■ Description of the task:
Where does the word "span" show up in the records? Copy every line that has it.

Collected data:
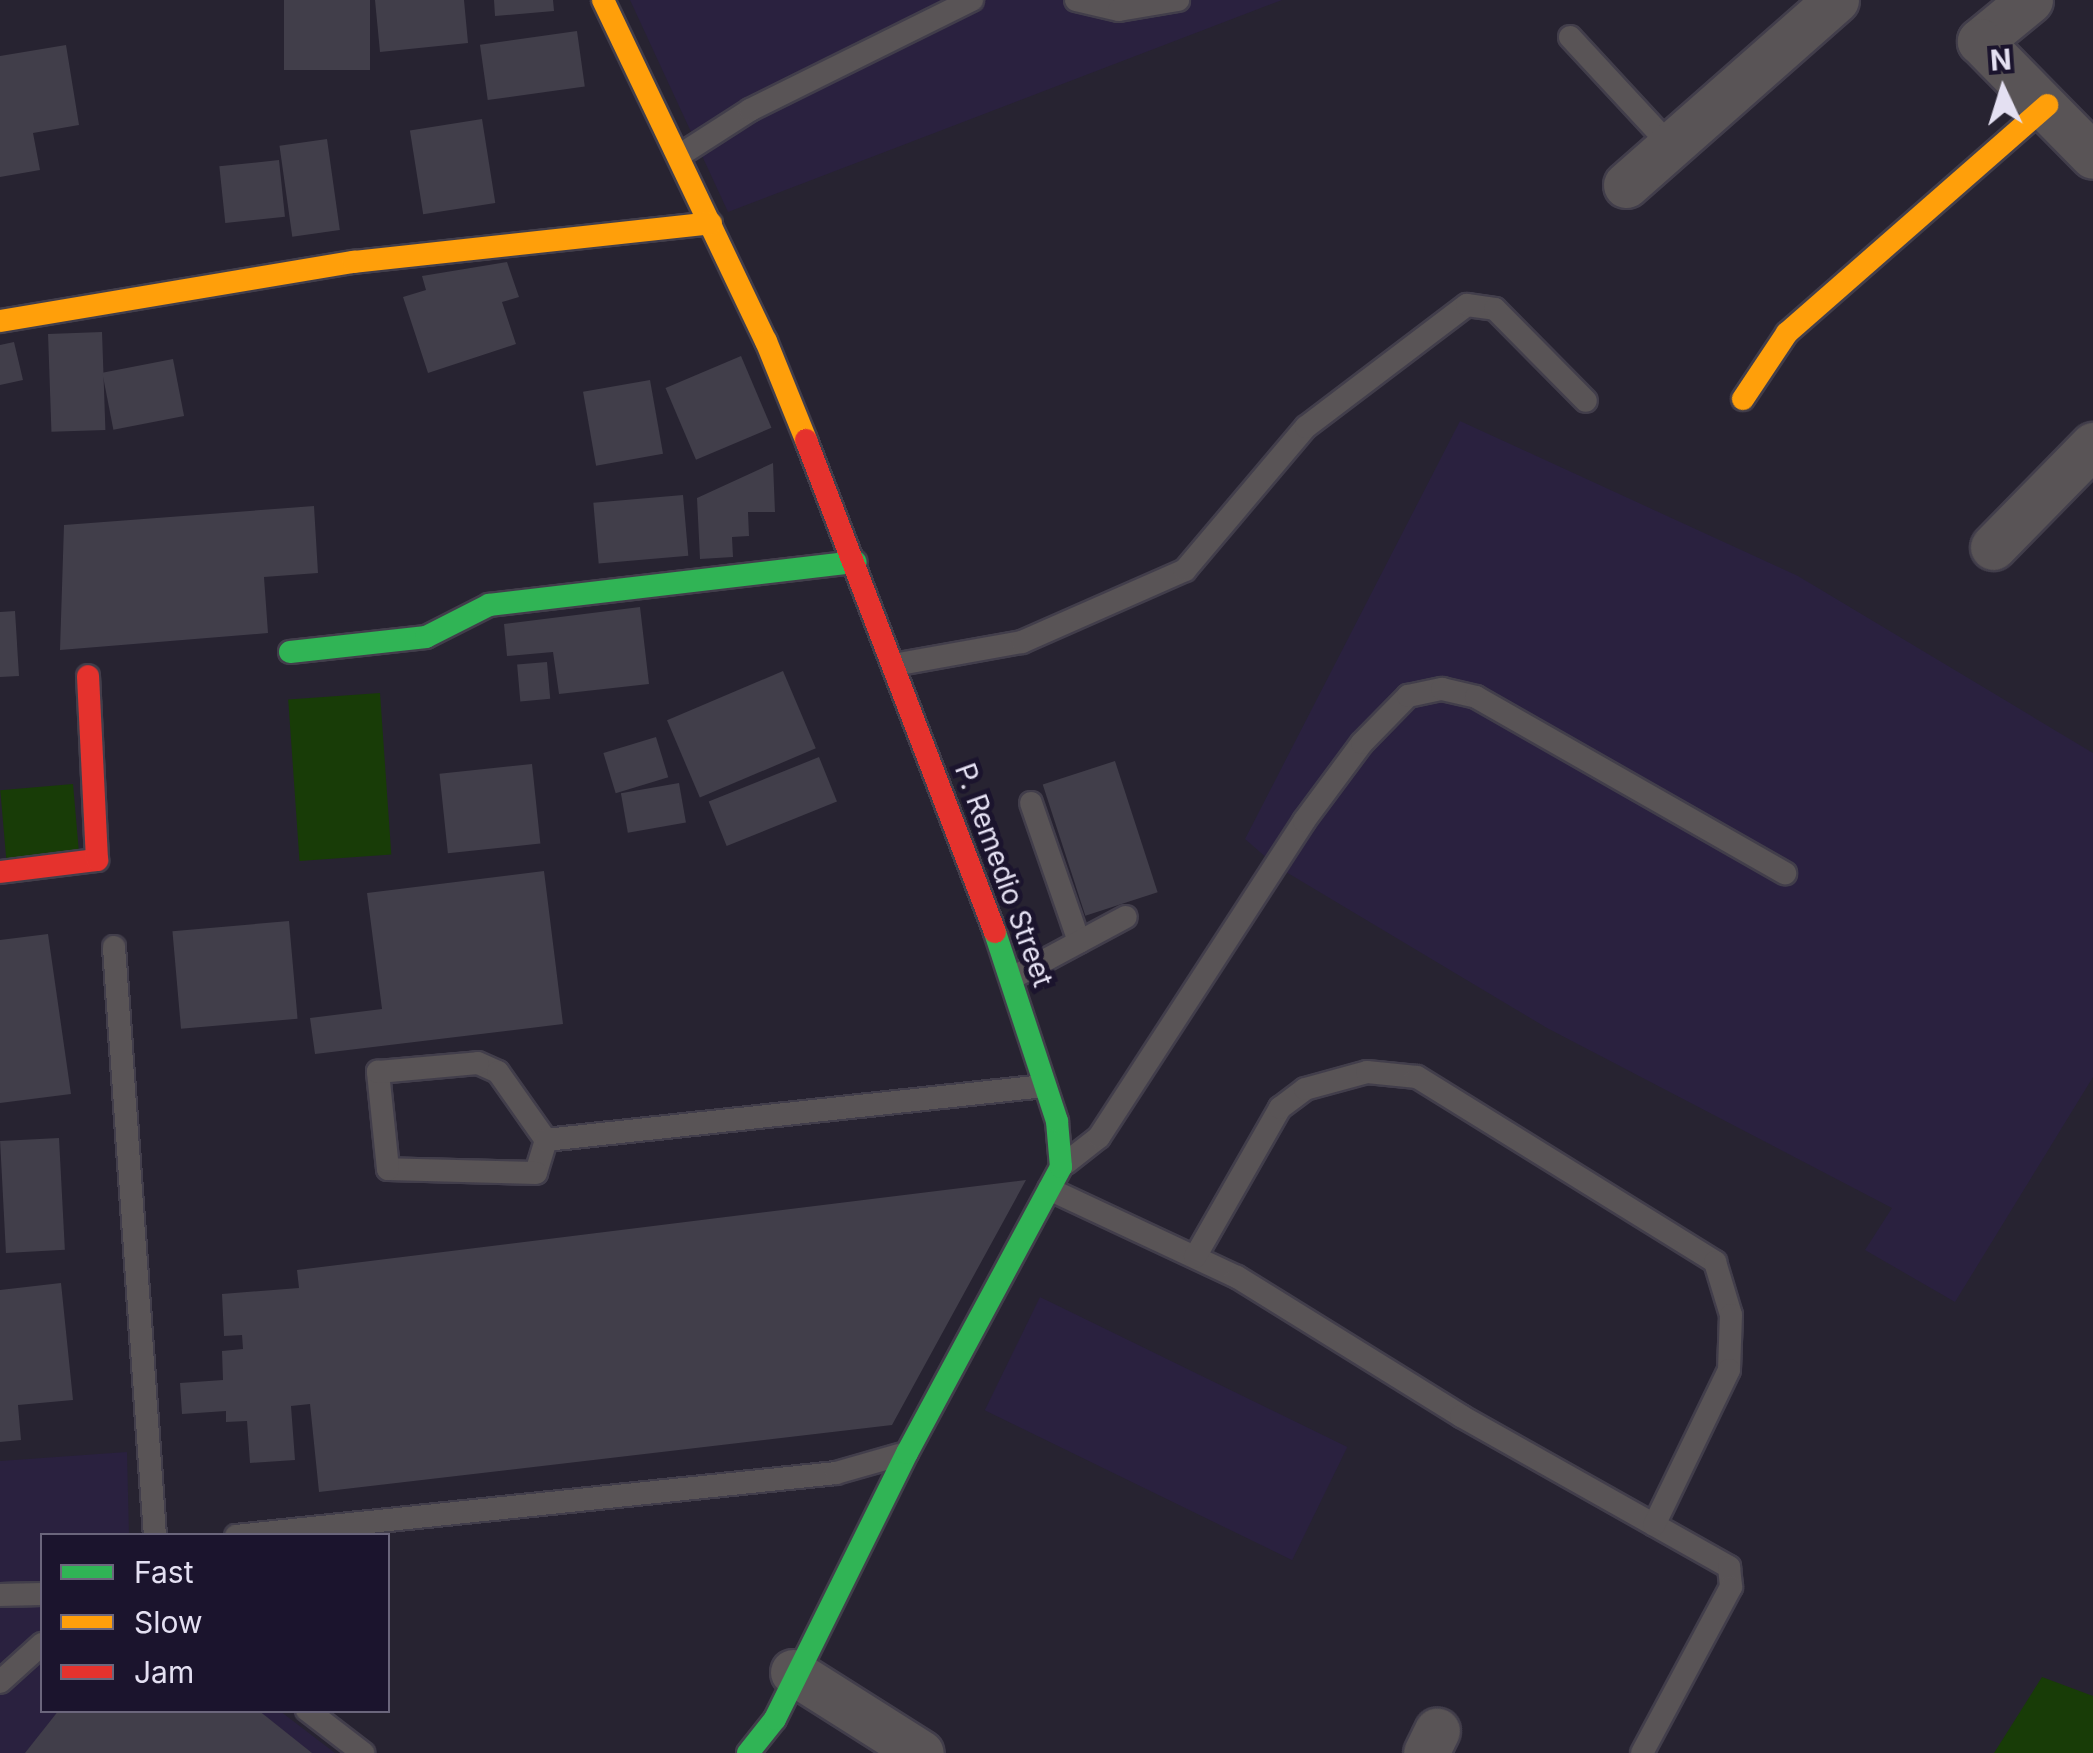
<!DOCTYPE html>
<html>
<head>
<meta charset="utf-8">
<style>
	body { margin:0 }
	#map { position:relative; width:2093px; height:1753px; overflow:hidden; background:#272331; font-family:Inter,sans-serif }
	div>[style] { position:absolute }
	.built>* { inset:0; background:#2a213f; transform-origin:0 0 }
	.green>* { inset:0; background:#183c07; transform-origin:0 0 }
	.building>* { inset:0; background:#413e4a; transform-origin:0 0 }
	.roads { filter:drop-shadow(2px 0 #423e4b) drop-shadow(-2px 0 #423e4b) drop-shadow(0 2px #423e4b) drop-shadow(0 -2px #423e4b) }
	.lane>* { height:22px; margin:-11px; padding:0 11px; transform-origin:11px; border-radius:11px; background:#595456 }
	.street>* { height:45px; margin:-22.5px; padding:0 22.5px; transform-origin:22.5px; border-radius:22.5px; background:#595456 }
	.fast>* { height:22px; margin:-11px; padding:0 11px; transform-origin:11px; border-radius:11px; background:#30b455 }
	.slow>* { height:22px; margin:-11px; padding:0 11px; transform-origin:11px; border-radius:11px; background:#ff9f0a }
	.jam>* { height:22px; margin:-11px; padding:0 11px; transform-origin:11px; border-radius:11px; background:#e5322d }
	span { translate:-50% -50%; white-space:nowrap; text-align:center; line-height:1.15; -webkit-text-stroke:10px #1b142d; paint-order:stroke }
	.street-label { font-size:28px; color:#e4e0f2 }
	.legend { position:absolute; left:40px; top:1533px; width:350px; height:180px; box-sizing:border-box; background:#1b142d; border:2px solid #6b667c; margin:0; padding:12px 18px; list-style:none; font-size:30px; color:#e4e0f2 }
	.legend li { display:flex; align-items:center; gap:20px; height:50px }
	.legend b { width:50px; border:2px solid #6b667c }
	.north { position:absolute; left:1953px; top:40px; width:100px; height:100px; -webkit-text-stroke:8px #1b142d; paint-order:stroke; rotate:356deg; font-size:28px; font-weight:700; line-height:40px; text-align:center; color:#e4e0f2 }
	.north::after { content:''; display:block; margin:auto; width:35px; height:45px; background:#e4e0f2; clip-path:polygon(50% 0,100% 100%,50% 72%,0 100%) }
</style>
</head>
<body>
<div id="map">
	<div class="built">
		<div style="clip-path:polygon(630px 0,1282px 0,728px 212px)"></div>
		<div style="clip-path:polygon(1460px 421px,1798px 576px,2093px 753px,2093px 1077px,1955px 1302px,1865px 1250px,1892px 1208px,1547px 1028px,1276px 866px,1245px 839px)"></div>
		<div style="left:1040px;top:1297px;width:342px;height:126px;rotate:26deg"></div>
		<div style="clip-path:polygon(127px 1452px,129px 1535px,42px 1536px,42px 1710px,280px 1711px,335px 1753px,0 1753px,0 1461px)"></div>
	</div>
	<div class="green">
		<div style="left:380px;top:693px;width:162px;height:92px;rotate:86deg"></div>
		<div style="left:73px;top:784px;width:76px;height:73px;rotate:85deg"></div>
		<div style="clip-path:polygon(2042px 1677px,2093px 1696px,2093px 1753px,1994px 1753px)"></div>
	</div>
	<div class="building">
		<div style="left:284px;top:0;width:86px;height:70px"></div>
		<div style="clip-path:polygon(375px 0,464px 0,468px 43px,380px 52px)"></div>
		<div style="clip-path:polygon(494px 0,553px 0,554px 11px,495px 16px)"></div>
		<div style="left:577px;top:31px;width:56px;height:98px;rotate:82deg"></div>
		<div style="clip-path:polygon(66px 45px,79px 125px,33px 133px,40px 170px,0 177px,0 56px)"></div>
		<div style="left:482px;top:119px;width:85px;height:73px;rotate:81deg"></div>
		<div style="left:327px;top:139px;width:92px;height:48px;rotate:82deg"></div>
		<div style="left:279px;top:160px;width:57px;height:60px;rotate:84deg"></div>
		<div style="clip-path:polygon(507px 262px,519px 297px,502px 302px,516px 344px,428px 373px,403px 297px,426px 290px,422px 276px)"></div>
		<div style="left:102px;top:332px;width:98px;height:54px;rotate:88deg"></div>
		<div style="clip-path:polygon(14px 342px,23px 380px,0 385px,0 345px)"></div>
		<div style="left:741px;top:356px;width:78px;height:82px;rotate:67deg"></div>
		<div style="left:173px;top:359px;width:58px;height:72px;rotate:79deg"></div>
		<div style="left:650px;top:380px;width:75px;height:68px;rotate:80deg"></div>
		<div style="clip-path:polygon(773px 463px,775px 512px,748px 512px,749px 536px,732px 537px,733px 557px,700px 559px,697px 498px)"></div>
		<div style="left:683px;top:495px;width:61px;height:90px;rotate:85deg"></div>
		<div style="clip-path:polygon(314px 506px,318px 573px,264px 577px,268px 633px,60px 650px,64px 525px)"></div>
		<div style="clip-path:polygon(640px 607px,649px 684px,559px 694px,553px 652px,507px 656px,504px 624px)"></div>
		<div style="clip-path:polygon(15px 611px,19px 676px,0 677px,0 612px)"></div>
		<div style="left:547px;top:662px;width:37px;height:30px;rotate:85deg"></div>
		<div style="left:783px;top:671px;width:84px;height:126px;rotate:67deg"></div>
		<div style="left:656px;top:737px;width:42px;height:55px;rotate:73deg"></div>
		<div style="left:819px;top:757px;width:48px;height:119px;rotate:68deg"></div>
		<div style="left:1115px;top:761px;width:138px;height:76px;rotate:72deg"></div>
		<div style="left:532px;top:764px;width:80px;height:93px;rotate:84deg"></div>
		<div style="left:679px;top:783px;width:40px;height:59px;rotate:80deg"></div>
		<div style="clip-path:polygon(544px 871px,563px 1024px,315px 1054px,310px 1018px,382px 1009px,367px 893px)"></div>
		<div style="left:289px;top:921px;width:98px;height:117px;rotate:85deg"></div>
		<div style="clip-path:polygon(48px 934px,71px 1094px,0 1103px,0 940px)"></div>
		<div style="left:59px;top:1138px;width:112px;height:59px;rotate:87deg"></div>
		<div style="clip-path:polygon(1026px 1180px,892px 1425px,319px 1492px,310px 1404px,291px 1406px,295px 1460px,250px 1463px,247px 1421px,226px 1422px,226px 1411px,182px 1414px,180px 1383px,223px 1380px,222px 1351px,243px 1349px,242px 1335px,224px 1336px,222px 1294px,299px 1288px,297px 1270px)"></div>
		<div style="clip-path:polygon(61px 1283px,73px 1400px,18px 1405px,21px 1440px,0 1442px,0 1290px)"></div>
		<div style="clip-path:polygon(59px 1710px,258px 1710px,312px 1753px,25px 1753px)"></div>
	</div>
	<div class="roads">
		<div class="lane">
			<div style="left:1076px;top:0;width:44px;rotate:13.1deg"></div>
			<div style="left:1119px;top:10px;width:60px;rotate:-9.6deg"></div>
			<div style="left:1570px;top:37px;width:146px;rotate:47.2deg"></div>
			<div style="left:680px;top:155px;width:83px;rotate:-32.7deg"></div>
			<div style="left:750px;top:110px;width:248px;rotate:-26.4deg"></div>
			<div style="left:894px;top:665px;width:130px;rotate:-10.2deg"></div>
			<div style="left:1022px;top:642px;width:178px;rotate:-23.8deg"></div>
			<div style="left:1185px;top:570px;width:187px;rotate:-49.8deg"></div>
			<div style="left:1306px;top:427px;width:202px;rotate:-37.2deg"></div>
			<div style="left:1467px;top:305px;width:28px;rotate:8deg"></div>
			<div style="left:1495px;top:309px;width:129px;rotate:45.3deg"></div>
			<div style="left:1031px;top:803px;width:147px;rotate:70.9deg"></div>
			<div style="left:114px;top:947px;width:590px;rotate:86.02deg"></div>
			<div style="left:1012px;top:978px;width:129px;rotate:-28.2deg"></div>
			<div style="left:478px;top:1063px;width:22px;rotate:24deg"></div>
			<div style="left:498px;top:1072px;width:83px;rotate:54.8deg"></div>
			<div style="left:546px;top:1140px;width:34px;rotate:107deg"></div>
			<div style="left:536px;top:1173px;width:148px;rotate:-178.5deg"></div>
			<div style="left:388px;top:1169px;width:98px;rotate:-95.9deg"></div>
			<div style="left:378px;top:1072px;width:100px;rotate:-5.1deg"></div>
			<div style="left:546px;top:1140px;width:501px;rotate:-6.19deg"></div>
			<div style="left:1066px;top:1163px;width:42px;rotate:-38.2deg"></div>
			<div style="left:1099px;top:1137px;width:377px;rotate:-57deg"></div>
			<div style="left:1304px;top:821px;width:97px;rotate:-53.4deg"></div>
			<div style="left:1362px;top:743px;width:66px;rotate:-45.6deg"></div>
			<div style="left:1408px;top:696px;width:35px;rotate:-12deg"></div>
			<div style="left:1442px;top:689px;width:35px;rotate:13deg"></div>
			<div style="left:1476px;top:697px;width:356px;rotate:29.7deg"></div>
			<div style="left:1049px;top:1189px;width:208px;rotate:25.1deg"></div>
			<div style="left:1237px;top:1277px;width:264px;rotate:31.8deg"></div>
			<div style="left:1461px;top:1416px;width:308px;rotate:29.4deg"></div>
			<div style="left:1729px;top:1567px;width:20px;rotate:84deg"></div>
			<div style="left:1731px;top:1587px;width:188px;rotate:118.2deg"></div>
			<div style="left:1195px;top:1257px;width:172px;rotate:-60.3deg"></div>
			<div style="left:1280px;top:1108px;width:31px;rotate:-37deg"></div>
			<div style="left:1305px;top:1089px;width:64px;rotate:-15.3deg"></div>
			<div style="left:1367px;top:1072px;width:50px;rotate:5.7deg"></div>
			<div style="left:1417px;top:1077px;width:351px;rotate:31.8deg"></div>
			<div style="left:1715px;top:1262px;width:55px;rotate:73.2deg"></div>
			<div style="left:1731px;top:1315px;width:55px;rotate:92.1deg"></div>
			<div style="left:1729px;top:1370px;width:172px;rotate:115.8deg"></div>
			<div style="left:236px;top:1536px;width:603px;rotate:-5.99deg"></div>
			<div style="left:836px;top:1473px;width:66px;rotate:-15.9deg"></div>
			<div style="left:0;top:1595px;width:42px;rotate:-1.4deg"></div>
			<div style="left:0;top:1682px;width:57px;rotate:-42.1deg"></div>
			<div style="left:307px;top:1710px;width:71px;rotate:37.5deg"></div>
		</div>
		<div class="street">
			<div style="left:2030px;top:0;width:65px;rotate:140.6deg"></div>
			<div style="left:1980px;top:41px;width:161px;rotate:45.5deg"></div>
			<div style="left:1626px;top:185px;width:280px;rotate:-41.4deg"></div>
			<div style="left:1993px;top:547px;width:143px;rotate:-45.6deg"></div>
			<div style="left:793px;top:1672px;width:151px;rotate:32.3deg"></div>
			<div style="left:1426px;top:1753px;width:25px;rotate:-64deg"></div>
		</div>
		<div class="fast">
			<div style="left:290px;top:652px;width:137px;rotate:-6.3deg"></div>
			<div style="left:426px;top:637px;width:71px;rotate:-26.9deg"></div>
			<div style="left:489px;top:605px;width:369px;rotate:-6.7deg"></div>
			<div style="left:748px;top:1753px;width:43px;rotate:-51.5deg"></div>
			<div style="left:775px;top:1719px;width:297px;rotate:-63.6deg"></div>
			<div style="left:907px;top:1453px;width:325px;rotate:-61.7deg"></div>
			<div style="left:1061px;top:1167px;width:46px;rotate:-95deg"></div>
			<div style="left:1057px;top:1121px;width:199px;rotate:-108.2deg"></div>
		</div>
		<div class="slow">
			<div style="left:603px;top:0;width:378px;rotate:64.5deg"></div>
			<div style="left:766px;top:341px;width:107px;rotate:68deg"></div>
			<div style="left:0;top:321px;width:359px;rotate:-9.5deg"></div>
			<div style="left:354px;top:262px;width:359px;rotate:-6.2deg"></div>
			<div style="left:1743px;top:399px;width:79px;rotate:-56.3deg"></div>
			<div style="left:1787px;top:333px;width:346px;rotate:-41.2deg"></div>
		</div>
		<div class="jam">
			<div style="left:806px;top:440px;width:527px;rotate:68.99deg"></div>
			<div style="left:0;top:872px;width:98px;rotate:-7.1deg"></div>
			<div style="left:97px;top:860px;width:184px;rotate:-92.8deg"></div>
		</div>
	</div>
	<div class="street-label">
		<span style="left:1004px;top:875px;rotate:70deg">P. Remedio Street</span>
	</div>
	<ul class="legend">
	<li><b style="height:12px;background:#30b455"></b>Fast</li>
	<li><b style="height:12px;background:#ff9f0a"></b>Slow</li>
	<li><b style="height:12px;background:#e5322d"></b>Jam</li>
	</ul>
	<div class="north">N</div>
</div>
</body>
</html>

■ Result below:
	span { translate:-50% -50%; white-space:nowrap; text-align:center; line-height:1.15; -webkit-text-stroke:10px #1b142d; paint-order:stroke }
		<span style="left:1004px;top:875px;rotate:70deg">P. Remedio Street</span>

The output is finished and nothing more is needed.